A recent study led by Harvard T.H. Chan School of Public Health indicates that persistent loneliness may significantly increase the risk of stroke among older adults. Yenee Soh, the lead author and a research associate in the Department of Social and Behavioral Sciences, emphasised the importance of loneliness as a public health issue, noting its potential role in contributing to stroke incidence—a leading cause of severe long-term disability and death globally. The research, slated for publication in eClinicalMedicine on June 24, delves into the correlation between loneliness and stroke risk, expanding on previous studies that linked loneliness with cardiovascular diseases but seldom addressed stroke specifically.
Utilising data from the Health and Retirement Study (HRS) spanning from 2006 to 2018, the research team assessed how changes in loneliness affected stroke incidence over time. Initially, 12,161 participants aged 50 and above who had never had a stroke responded to the Revised UCLA Loneliness Scale in 2006-2008. A follow-up survey in 2010-2012 saw responses from 8,936 of those participants, allowing researchers to categorise them based on their loneliness scores at the two-time points into four groups: “consistently low,” “remitting,” “recent onset,” and “consistently high.” Analysis of stroke occurrence during the follow-up periods showed that 1,237 strokes happened among those assessed only at baseline and 601 strokes among those assessed twice.
The findings revealed a significant link between loneliness and an elevated risk of stroke, with the most substantial risk increase found in those chronically lonely. Participants considered lonely at the initial assessment had a 25% higher stroke risk compared to those not regarded as lonely. Moreover, those who reported persistent high levels of loneliness across both assessments faced a 56% higher risk of stroke than those with consistently low loneliness scores, even after adjusting for other risk factors such as social isolation and depressive symptoms. Interestingly, the data suggested that loneliness impacts stroke risk over a longer term, as those with remitting or newly onset loneliness did not show a consistent pattern of increased risk.

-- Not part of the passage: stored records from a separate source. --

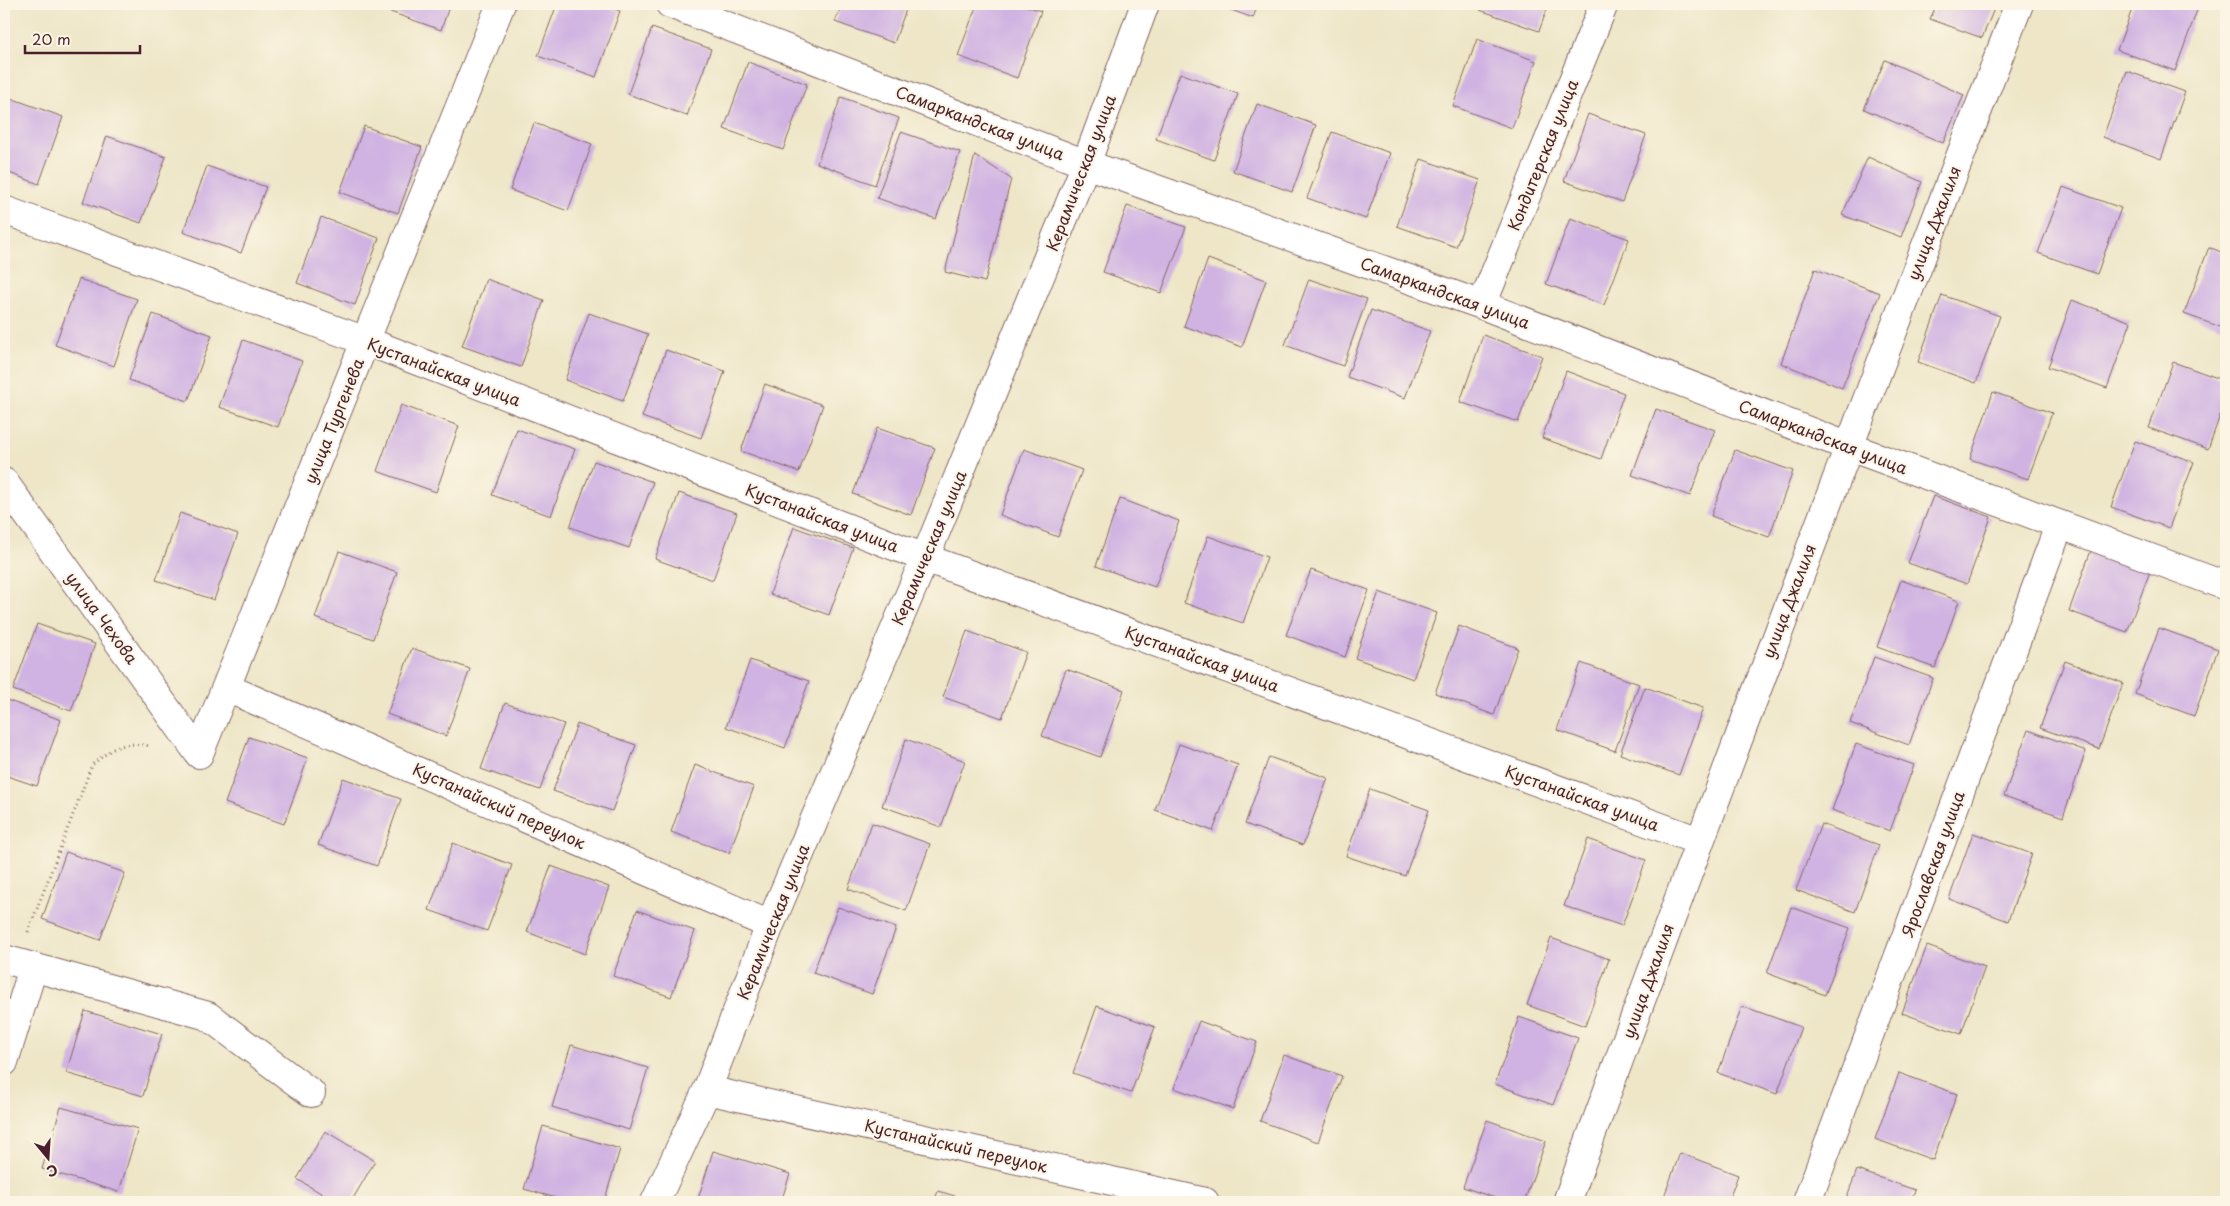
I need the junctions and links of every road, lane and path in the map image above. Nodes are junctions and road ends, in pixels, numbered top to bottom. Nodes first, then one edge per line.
1 (501, 4) edge
2 (670, 4) edge
3 (1145, 4) edge
4 (1604, 4) edge
5 (2019, 4) edge
6 (1086, 164) junction
7 (4, 210) edge
8 (1482, 305) junction
9 (366, 341) junction
10 (1847, 446) junction
11 (4, 482) edge
12 (2059, 526) junction
13 (925, 558) junction
14 (2222, 586) edge
15 (227, 688) junction
16 (199, 754) junction
17 (1699, 841) junction
18 (770, 924) junction
19 (18, 963) edge
20 (4, 1062) edge
21 (707, 1090) junction
22 (311, 1093) dead end
23 (656, 1202) edge
24 (1206, 1202) edge
25 (1566, 1202) edge
26 (1808, 1202) edge

1 - 9 street, улица Тургенева
2 - 6 street, Самаркандская улица
3 - 6 street, Керамическая улица
4 - 8 street, Кондитерская улица
5 - 10 street, улица Джалиля
6 - 8 street, Самаркандская улица
6 - 13 street, Керамическая улица
7 - 9 street, Кустанайская улица
8 - 10 street, Самаркандская улица
9 - 13 street, Кустанайская улица
9 - 15 street, улица Тургенева
10 - 12 street, Самаркандская улица
10 - 17 street, улица Джалиля
11 - 16 street, улица Чехова
12 - 14 street, Самаркандская улица
12 - 26 street, Ярославская улица
13 - 17 street, Кустанайская улица
13 - 18 street, Керамическая улица
15 - 16 street, улица Тургенева
15 - 18 street, Кустанайский переулок
16 - 19 path
17 - 25 street, улица Джалиля
18 - 21 street, Керамическая улица
19 - 20 street
19 - 22 street
21 - 23 street, Керамическая улица
21 - 24 street, Кустанайский переулок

Yenee Soh highlighted the importance of repeated assessments of loneliness to identify individuals at higher risk of stroke and stressed the need for targeted interventions specifically addressing loneliness, distinguishing it from social isolation. The study underscores the necessity for further research into the nuanced changes in loneliness and its long-term patterns to understand its impact on stroke risk better. The findings, while significant, pertain primarily to middle-aged and older adults and may need to be more generalisable to younger populations, signalling a gap that future studies could address.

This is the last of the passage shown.